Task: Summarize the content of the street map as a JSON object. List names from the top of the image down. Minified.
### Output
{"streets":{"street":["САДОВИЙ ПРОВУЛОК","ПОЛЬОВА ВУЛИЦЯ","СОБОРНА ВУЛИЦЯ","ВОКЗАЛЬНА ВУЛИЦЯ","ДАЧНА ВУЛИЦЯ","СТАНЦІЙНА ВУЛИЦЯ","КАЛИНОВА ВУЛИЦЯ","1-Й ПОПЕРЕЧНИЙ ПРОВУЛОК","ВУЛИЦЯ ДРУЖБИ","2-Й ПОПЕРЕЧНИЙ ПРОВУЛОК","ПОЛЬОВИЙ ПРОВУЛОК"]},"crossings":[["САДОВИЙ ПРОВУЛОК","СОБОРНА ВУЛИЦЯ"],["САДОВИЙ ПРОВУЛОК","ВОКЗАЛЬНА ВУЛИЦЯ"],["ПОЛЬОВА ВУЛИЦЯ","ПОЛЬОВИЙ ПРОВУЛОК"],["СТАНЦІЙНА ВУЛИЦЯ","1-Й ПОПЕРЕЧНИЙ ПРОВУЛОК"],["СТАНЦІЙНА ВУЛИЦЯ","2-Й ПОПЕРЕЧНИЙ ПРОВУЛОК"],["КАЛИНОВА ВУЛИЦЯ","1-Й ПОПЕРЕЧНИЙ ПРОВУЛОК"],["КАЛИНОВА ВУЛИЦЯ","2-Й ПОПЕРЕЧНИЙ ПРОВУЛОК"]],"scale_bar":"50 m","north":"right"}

> [Work to be completed]: Repeat the data precisely, line by line.

> [Output for this task]:
Task: Summarize the content of the street map as a JSON object. List names from the top of the image down. Minified.
### Output
{"streets":{"street":["САДОВИЙ ПРОВУЛОК","ПОЛЬОВА ВУЛИЦЯ","СОБОРНА ВУЛИЦЯ","ВОКЗАЛЬНА ВУЛИЦЯ","ДАЧНА ВУЛИЦЯ","СТАНЦІЙНА ВУЛИЦЯ","КАЛИНОВА ВУЛИЦЯ","1-Й ПОПЕРЕЧНИЙ ПРОВУЛОК","ВУЛИЦЯ ДРУЖБИ","2-Й ПОПЕРЕЧНИЙ ПРОВУЛОК","ПОЛЬОВИЙ ПРОВУЛОК"]},"crossings":[["САДОВИЙ ПРОВУЛОК","СОБОРНА ВУЛИЦЯ"],["САДОВИЙ ПРОВУЛОК","ВОКЗАЛЬНА ВУЛИЦЯ"],["ПОЛЬОВА ВУЛИЦЯ","ПОЛЬОВИЙ ПРОВУЛОК"],["СТАНЦІЙНА ВУЛИЦЯ","1-Й ПОПЕРЕЧНИЙ ПРОВУЛОК"],["СТАНЦІЙНА ВУЛИЦЯ","2-Й ПОПЕРЕЧНИЙ ПРОВУЛОК"],["КАЛИНОВА ВУЛИЦЯ","1-Й ПОПЕРЕЧНИЙ ПРОВУЛОК"],["КАЛИНОВА ВУЛИЦЯ","2-Й ПОПЕРЕЧНИЙ ПРОВУЛОК"]],"scale_bar":"50 m","north":"right"}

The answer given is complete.